Lines containing the word "人民二路" are to be copied from the data below.

[Saved data entries]
= = = = = = =

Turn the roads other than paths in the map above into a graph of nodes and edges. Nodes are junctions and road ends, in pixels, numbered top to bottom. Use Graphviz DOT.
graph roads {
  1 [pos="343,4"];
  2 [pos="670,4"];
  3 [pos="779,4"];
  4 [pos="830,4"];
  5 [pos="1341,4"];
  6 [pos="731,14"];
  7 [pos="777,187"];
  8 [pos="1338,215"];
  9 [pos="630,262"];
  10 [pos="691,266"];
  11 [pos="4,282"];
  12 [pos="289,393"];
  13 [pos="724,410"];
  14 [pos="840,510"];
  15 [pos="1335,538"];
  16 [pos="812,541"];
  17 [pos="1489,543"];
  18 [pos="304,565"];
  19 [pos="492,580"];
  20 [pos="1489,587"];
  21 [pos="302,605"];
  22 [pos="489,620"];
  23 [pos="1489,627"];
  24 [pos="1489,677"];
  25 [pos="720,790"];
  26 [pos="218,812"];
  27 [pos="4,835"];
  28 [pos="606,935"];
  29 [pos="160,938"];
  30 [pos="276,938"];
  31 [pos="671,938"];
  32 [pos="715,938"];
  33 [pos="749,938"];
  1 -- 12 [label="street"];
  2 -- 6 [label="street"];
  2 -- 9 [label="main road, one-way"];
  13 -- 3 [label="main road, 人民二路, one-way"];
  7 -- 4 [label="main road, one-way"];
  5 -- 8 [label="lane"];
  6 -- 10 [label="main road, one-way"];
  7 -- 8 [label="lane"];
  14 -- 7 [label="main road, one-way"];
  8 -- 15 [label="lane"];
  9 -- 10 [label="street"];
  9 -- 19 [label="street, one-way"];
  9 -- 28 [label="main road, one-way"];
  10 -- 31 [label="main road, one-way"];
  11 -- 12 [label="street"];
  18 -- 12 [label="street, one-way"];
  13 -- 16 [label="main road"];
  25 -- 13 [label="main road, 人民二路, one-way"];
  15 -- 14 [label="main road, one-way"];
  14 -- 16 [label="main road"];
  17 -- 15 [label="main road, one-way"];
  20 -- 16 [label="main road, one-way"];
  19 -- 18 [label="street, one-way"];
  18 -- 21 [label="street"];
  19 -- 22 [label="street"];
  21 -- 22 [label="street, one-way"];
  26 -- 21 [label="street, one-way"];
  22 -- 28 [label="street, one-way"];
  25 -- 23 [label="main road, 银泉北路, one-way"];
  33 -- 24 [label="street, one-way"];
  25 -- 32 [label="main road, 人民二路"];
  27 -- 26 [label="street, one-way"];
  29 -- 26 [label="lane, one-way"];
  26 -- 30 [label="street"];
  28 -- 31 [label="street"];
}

= = = = = = =

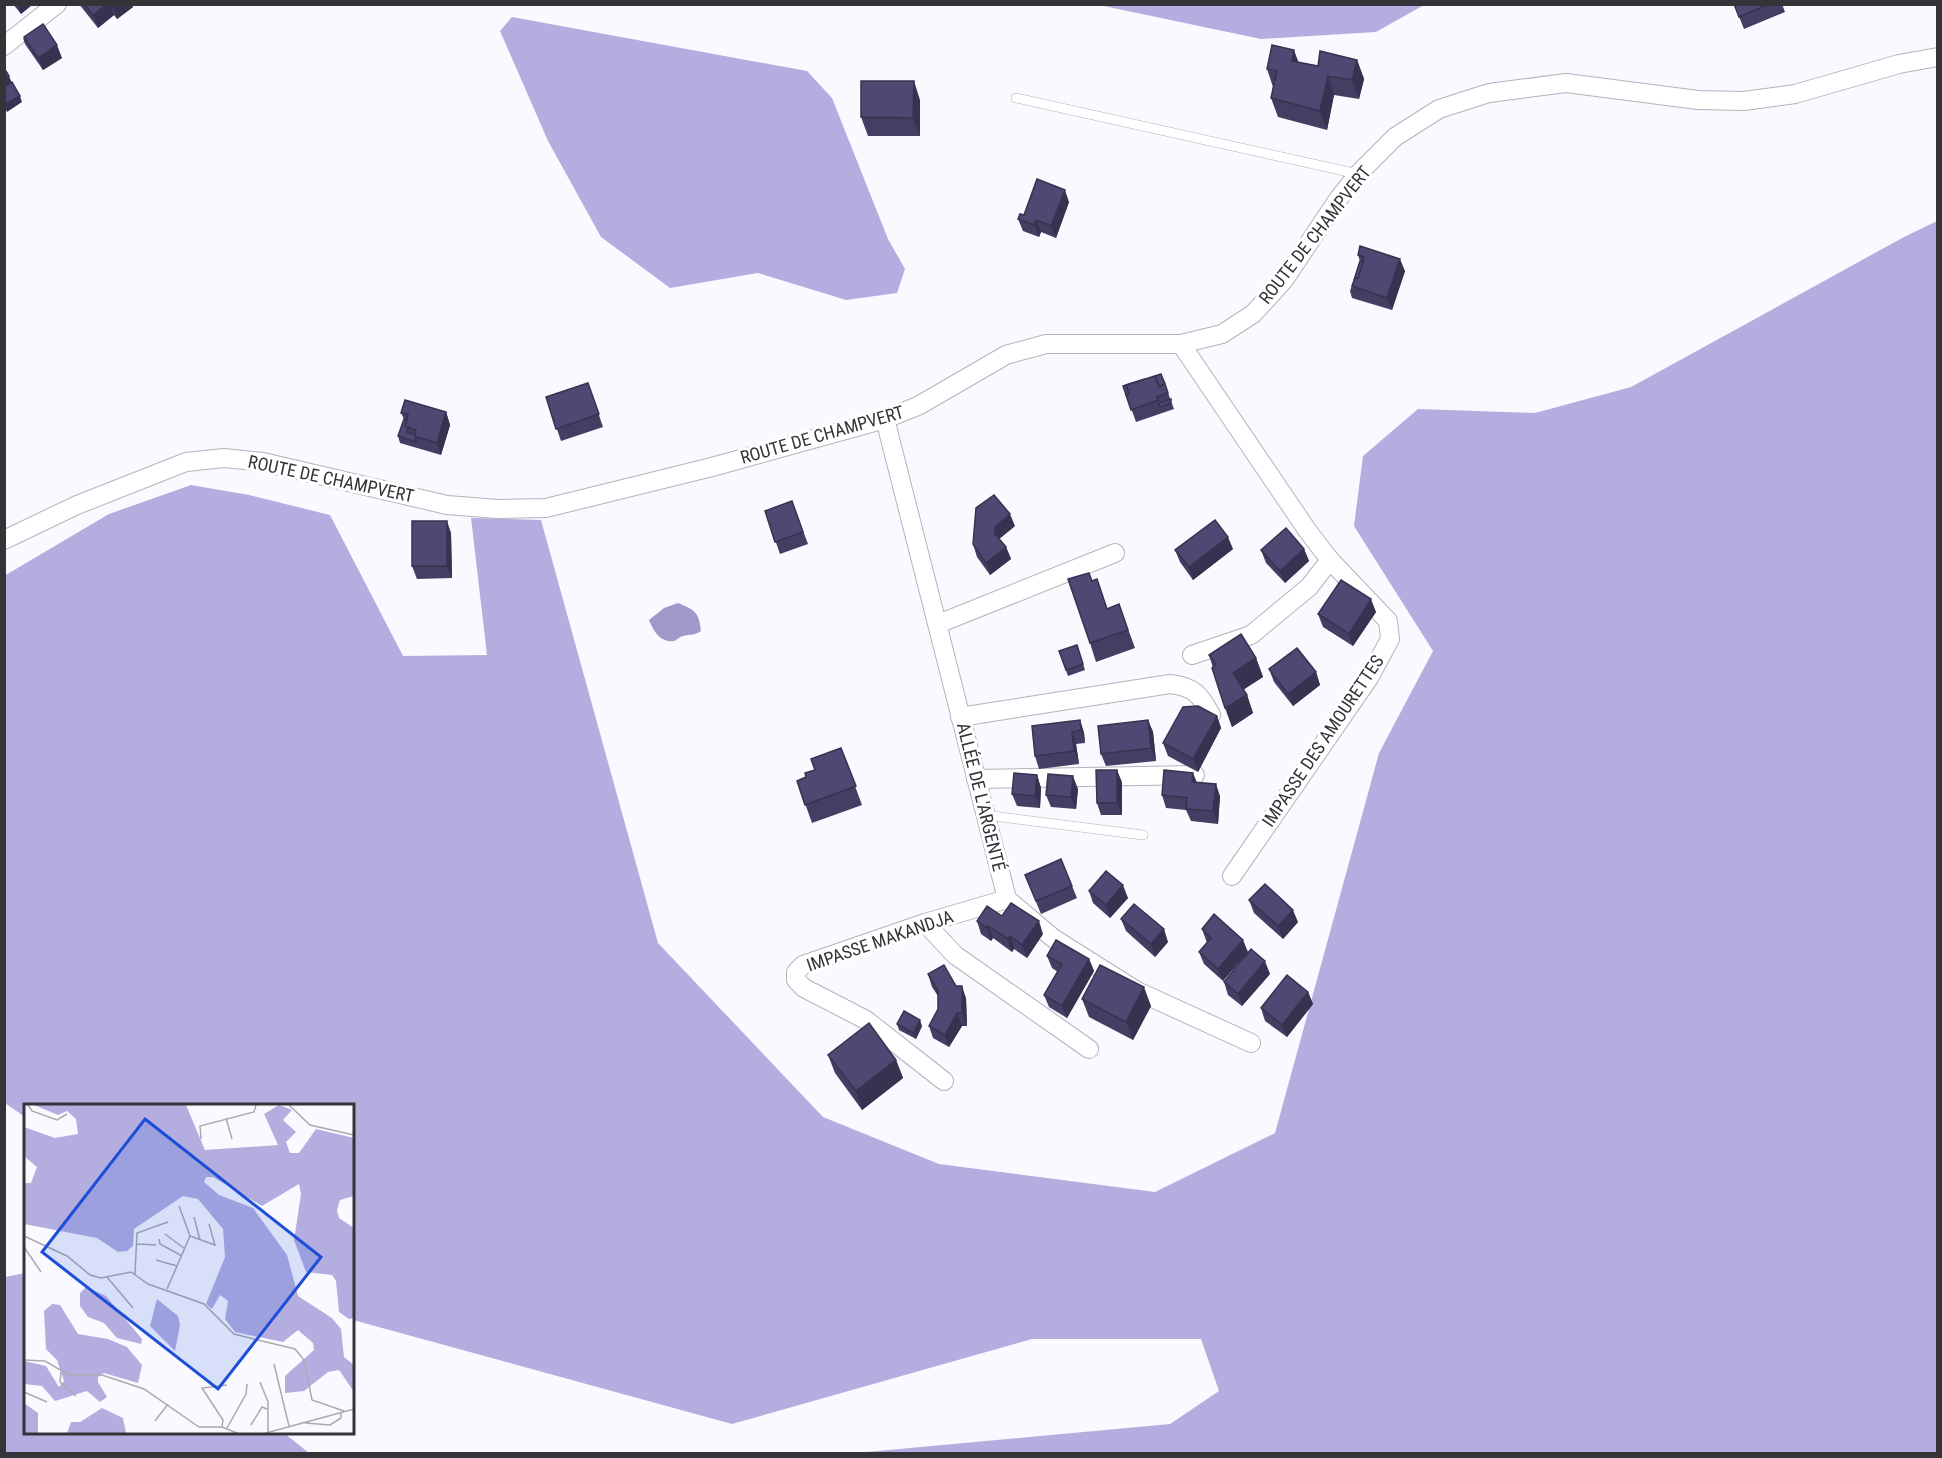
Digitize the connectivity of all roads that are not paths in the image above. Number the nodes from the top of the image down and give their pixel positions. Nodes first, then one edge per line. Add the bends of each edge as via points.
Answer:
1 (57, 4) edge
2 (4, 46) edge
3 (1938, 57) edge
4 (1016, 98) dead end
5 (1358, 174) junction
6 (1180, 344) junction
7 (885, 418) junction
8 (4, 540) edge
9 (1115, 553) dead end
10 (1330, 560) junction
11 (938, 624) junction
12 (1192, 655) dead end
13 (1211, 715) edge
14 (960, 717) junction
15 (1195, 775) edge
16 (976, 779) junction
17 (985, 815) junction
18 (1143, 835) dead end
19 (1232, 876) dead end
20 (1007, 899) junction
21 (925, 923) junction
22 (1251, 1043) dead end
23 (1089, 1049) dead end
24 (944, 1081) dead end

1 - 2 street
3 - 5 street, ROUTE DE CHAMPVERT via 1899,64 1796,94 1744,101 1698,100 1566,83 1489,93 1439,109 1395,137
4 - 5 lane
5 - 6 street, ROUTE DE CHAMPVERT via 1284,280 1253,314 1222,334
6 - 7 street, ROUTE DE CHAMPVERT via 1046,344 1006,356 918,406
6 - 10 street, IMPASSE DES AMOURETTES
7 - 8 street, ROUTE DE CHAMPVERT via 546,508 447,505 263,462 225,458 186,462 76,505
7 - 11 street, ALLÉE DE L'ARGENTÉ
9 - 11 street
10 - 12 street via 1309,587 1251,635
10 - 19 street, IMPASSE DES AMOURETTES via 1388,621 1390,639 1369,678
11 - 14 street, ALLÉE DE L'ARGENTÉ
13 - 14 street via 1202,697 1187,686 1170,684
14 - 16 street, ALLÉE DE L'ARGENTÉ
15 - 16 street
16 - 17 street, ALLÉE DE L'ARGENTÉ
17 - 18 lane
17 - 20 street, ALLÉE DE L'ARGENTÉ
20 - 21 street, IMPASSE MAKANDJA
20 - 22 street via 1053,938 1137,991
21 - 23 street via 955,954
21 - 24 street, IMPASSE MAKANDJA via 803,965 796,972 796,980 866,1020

= = = = = = =

ANSWER FOR THIS EXERCISE:
  13 -- 3 [label="main road, 人民二路, one-way"];
  25 -- 13 [label="main road, 人民二路, one-way"];
  25 -- 32 [label="main road, 人民二路"];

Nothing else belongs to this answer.